A court order that permitted Keith Smith, on a ventilator in a medically induced coma from COVID-19, to be treated with the controversial drug ivermectin, was issued late Friday afternoon.

The order, in response to Darla Smith’s petition to compel the hospital to administer the drug to her husband of 24 years, was, to some, kind of confusing, and that led to two days of lawyers negotiating its implementation, frustrating Darla’s attempts to have her husband receive the drug.

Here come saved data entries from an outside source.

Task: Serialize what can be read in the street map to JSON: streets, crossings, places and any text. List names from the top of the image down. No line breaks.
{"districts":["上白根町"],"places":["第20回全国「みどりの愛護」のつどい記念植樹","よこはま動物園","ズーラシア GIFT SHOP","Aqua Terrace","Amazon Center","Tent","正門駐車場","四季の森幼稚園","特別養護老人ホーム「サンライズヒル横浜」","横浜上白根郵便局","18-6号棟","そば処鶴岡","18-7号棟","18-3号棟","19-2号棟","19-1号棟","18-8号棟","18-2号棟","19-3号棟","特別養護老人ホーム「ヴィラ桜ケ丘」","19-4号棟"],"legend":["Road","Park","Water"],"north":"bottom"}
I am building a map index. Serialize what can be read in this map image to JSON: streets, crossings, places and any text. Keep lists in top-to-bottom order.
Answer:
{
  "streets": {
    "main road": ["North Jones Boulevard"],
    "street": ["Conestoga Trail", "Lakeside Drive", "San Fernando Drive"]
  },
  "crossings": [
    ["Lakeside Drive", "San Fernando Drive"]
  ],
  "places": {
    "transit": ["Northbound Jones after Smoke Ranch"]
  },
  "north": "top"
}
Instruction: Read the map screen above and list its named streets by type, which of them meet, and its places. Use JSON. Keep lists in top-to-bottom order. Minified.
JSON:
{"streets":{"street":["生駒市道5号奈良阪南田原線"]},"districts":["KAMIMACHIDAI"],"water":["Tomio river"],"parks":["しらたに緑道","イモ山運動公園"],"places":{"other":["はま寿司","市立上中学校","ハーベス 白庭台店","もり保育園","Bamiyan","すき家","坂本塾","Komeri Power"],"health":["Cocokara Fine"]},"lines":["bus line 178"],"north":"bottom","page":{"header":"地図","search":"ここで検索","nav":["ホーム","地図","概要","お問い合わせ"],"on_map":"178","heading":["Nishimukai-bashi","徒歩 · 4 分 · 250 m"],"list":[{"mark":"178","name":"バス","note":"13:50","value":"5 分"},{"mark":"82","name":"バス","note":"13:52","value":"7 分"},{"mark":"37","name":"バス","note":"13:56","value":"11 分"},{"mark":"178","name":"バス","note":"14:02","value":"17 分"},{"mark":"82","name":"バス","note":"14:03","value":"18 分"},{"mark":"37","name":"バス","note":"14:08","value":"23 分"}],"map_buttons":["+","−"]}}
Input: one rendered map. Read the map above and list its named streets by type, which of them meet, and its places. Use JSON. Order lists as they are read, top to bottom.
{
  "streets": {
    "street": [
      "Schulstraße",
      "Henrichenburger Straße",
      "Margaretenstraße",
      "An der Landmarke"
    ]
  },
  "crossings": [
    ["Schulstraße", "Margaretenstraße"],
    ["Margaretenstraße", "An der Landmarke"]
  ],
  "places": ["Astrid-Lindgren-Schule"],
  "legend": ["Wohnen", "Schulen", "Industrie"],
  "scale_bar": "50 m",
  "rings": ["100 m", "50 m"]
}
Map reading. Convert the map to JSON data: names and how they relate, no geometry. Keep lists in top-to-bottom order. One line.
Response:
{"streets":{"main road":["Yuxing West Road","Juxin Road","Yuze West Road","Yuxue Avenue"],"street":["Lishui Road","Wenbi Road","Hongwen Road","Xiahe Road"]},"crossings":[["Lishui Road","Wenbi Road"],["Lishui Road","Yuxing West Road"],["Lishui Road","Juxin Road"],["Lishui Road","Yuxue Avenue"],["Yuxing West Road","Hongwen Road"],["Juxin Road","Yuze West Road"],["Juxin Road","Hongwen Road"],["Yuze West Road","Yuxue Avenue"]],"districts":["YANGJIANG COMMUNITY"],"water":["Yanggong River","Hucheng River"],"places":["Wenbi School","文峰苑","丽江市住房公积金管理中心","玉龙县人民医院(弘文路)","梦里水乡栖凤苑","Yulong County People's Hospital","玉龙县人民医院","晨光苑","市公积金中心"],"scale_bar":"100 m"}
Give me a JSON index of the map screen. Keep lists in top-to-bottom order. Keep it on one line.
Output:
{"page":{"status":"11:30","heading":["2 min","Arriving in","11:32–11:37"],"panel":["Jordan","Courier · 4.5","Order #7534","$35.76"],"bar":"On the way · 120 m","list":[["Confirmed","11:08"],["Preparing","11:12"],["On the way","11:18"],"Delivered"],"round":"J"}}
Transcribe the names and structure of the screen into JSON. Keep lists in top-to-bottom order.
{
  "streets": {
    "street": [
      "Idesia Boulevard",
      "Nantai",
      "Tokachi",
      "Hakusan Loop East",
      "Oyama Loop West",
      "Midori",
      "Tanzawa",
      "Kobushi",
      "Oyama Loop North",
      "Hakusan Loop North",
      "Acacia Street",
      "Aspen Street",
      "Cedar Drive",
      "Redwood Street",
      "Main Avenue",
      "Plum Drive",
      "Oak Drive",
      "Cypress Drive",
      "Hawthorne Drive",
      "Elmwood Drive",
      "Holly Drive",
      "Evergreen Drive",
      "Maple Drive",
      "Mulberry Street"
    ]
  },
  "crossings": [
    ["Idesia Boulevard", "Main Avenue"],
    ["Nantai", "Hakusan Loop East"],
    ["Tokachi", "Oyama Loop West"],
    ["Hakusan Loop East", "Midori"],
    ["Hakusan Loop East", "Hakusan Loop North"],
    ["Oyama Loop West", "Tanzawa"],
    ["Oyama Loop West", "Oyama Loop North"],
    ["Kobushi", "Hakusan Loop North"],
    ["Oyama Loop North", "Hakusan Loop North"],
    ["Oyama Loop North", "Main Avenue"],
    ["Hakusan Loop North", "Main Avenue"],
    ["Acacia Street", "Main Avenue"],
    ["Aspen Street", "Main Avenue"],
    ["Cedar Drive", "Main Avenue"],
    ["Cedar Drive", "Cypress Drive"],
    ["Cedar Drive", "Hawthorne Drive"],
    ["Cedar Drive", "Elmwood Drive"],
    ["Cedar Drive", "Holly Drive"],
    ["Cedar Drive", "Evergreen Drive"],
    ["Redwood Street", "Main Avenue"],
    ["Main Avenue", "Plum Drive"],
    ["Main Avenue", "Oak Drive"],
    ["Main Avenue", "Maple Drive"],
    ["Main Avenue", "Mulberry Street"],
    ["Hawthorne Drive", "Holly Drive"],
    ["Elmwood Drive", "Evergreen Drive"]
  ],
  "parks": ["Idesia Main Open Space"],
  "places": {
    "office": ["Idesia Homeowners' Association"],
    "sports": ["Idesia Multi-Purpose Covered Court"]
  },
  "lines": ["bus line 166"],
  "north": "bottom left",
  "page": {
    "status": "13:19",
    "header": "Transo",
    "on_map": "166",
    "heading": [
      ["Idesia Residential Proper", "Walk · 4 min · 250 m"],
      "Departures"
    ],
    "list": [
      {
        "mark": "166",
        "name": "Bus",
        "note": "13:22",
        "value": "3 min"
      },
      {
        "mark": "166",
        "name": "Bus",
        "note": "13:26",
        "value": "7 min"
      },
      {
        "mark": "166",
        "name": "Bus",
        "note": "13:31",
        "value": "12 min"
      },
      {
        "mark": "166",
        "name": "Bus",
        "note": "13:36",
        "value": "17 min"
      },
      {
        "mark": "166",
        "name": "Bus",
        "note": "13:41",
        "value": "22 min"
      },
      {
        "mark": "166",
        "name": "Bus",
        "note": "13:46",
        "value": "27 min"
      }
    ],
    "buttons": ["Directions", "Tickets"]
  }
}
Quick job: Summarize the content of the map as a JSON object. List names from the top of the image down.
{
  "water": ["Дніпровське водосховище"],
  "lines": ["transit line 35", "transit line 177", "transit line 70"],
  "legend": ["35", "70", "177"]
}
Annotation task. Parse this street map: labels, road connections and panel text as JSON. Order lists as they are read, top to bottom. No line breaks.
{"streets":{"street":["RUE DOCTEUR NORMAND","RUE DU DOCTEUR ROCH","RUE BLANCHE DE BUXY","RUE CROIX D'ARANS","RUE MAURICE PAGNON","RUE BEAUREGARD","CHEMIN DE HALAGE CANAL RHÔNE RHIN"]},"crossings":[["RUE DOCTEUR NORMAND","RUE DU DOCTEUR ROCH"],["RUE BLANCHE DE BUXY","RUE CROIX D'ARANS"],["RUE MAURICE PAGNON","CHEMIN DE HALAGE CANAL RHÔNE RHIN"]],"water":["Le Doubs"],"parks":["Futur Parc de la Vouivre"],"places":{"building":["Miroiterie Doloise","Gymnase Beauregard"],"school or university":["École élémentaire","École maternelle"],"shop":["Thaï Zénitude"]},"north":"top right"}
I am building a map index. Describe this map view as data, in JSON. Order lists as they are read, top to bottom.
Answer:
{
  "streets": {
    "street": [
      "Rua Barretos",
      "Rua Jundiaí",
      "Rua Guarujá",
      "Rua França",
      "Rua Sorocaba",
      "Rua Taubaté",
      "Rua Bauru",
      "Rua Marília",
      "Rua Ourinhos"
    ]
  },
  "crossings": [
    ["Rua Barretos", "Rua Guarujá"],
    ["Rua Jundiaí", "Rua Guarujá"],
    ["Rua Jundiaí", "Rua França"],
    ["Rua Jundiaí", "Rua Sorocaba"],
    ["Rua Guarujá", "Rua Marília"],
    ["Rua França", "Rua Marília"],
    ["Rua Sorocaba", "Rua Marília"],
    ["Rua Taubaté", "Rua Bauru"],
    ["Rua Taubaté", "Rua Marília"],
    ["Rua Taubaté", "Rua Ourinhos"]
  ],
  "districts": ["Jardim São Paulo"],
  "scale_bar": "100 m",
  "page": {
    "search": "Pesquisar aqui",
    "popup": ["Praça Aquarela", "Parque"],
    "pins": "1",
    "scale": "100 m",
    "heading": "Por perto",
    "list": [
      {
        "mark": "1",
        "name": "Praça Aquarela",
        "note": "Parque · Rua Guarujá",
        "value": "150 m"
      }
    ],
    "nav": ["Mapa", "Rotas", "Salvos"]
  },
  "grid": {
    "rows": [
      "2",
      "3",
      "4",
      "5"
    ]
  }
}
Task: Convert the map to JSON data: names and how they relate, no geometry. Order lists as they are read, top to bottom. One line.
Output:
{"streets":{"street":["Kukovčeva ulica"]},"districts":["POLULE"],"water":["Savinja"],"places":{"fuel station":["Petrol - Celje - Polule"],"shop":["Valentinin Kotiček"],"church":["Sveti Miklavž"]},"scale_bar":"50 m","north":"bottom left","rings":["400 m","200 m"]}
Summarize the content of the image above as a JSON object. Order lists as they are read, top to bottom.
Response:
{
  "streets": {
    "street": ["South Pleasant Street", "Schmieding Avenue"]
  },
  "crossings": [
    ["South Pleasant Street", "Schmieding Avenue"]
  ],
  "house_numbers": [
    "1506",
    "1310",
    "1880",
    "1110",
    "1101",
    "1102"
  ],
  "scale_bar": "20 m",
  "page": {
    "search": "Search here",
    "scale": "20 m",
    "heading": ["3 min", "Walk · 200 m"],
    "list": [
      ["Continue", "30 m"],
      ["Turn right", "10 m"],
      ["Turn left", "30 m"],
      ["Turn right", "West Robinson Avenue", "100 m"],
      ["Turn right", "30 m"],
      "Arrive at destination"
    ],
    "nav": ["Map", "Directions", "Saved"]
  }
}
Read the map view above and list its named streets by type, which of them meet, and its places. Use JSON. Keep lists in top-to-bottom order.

This photo of Keith and Darla Smith was attached as an exhibit in the lawsuit that sought to have Keith’s COVID-19 infection treated with the controversial drug ivermectin. Darla Smith won the case, but it led to a struggle to get the drug administered to her husband, who is on a ventilator in UPMC Memorial’s ICU.

The brief order denied Darla Smith’s request for an emergency injunction to force UPMC to administer ivermectin, an anti-parasitic that is not part of the medical center’s COVID-19 protocols and is not approved by the U.S. Food and Drug Administration for the treatment of the viral disease.

However, the following paragraph of the order directed UPMC to allow the doctor who had prescribed the drug or another physician or registered nurse to administer it under the doctor’s “guidance and supervision.”

The court order touched off a weekend of back and forth between the lawyers involved, Darla Smith and the hospital’s administration, ending Sunday night when Keith Smith, 52, received his first dose of ivermectin.

“I finally got some sleep last night,” Darla Smith said Monday morning.

The long weekend came at the end of what has been a long month, starting when Keith Smith was diagnosed with COVID-19 on Nov. 10.

A victory, sort of

Keith Smith, a structural engineer by trade, wasn’t feeling well, and on Nov. 10 a home COVID-19 test indicated that he was infected with the virus. Darla would not say whether he was vaccinated, citing privacy laws. Both of their sons, Carter and Zach, also tested positive, as did Darla. Their cases were mild, “like an annoying flu with a persistent low-grade fever,” Darla said.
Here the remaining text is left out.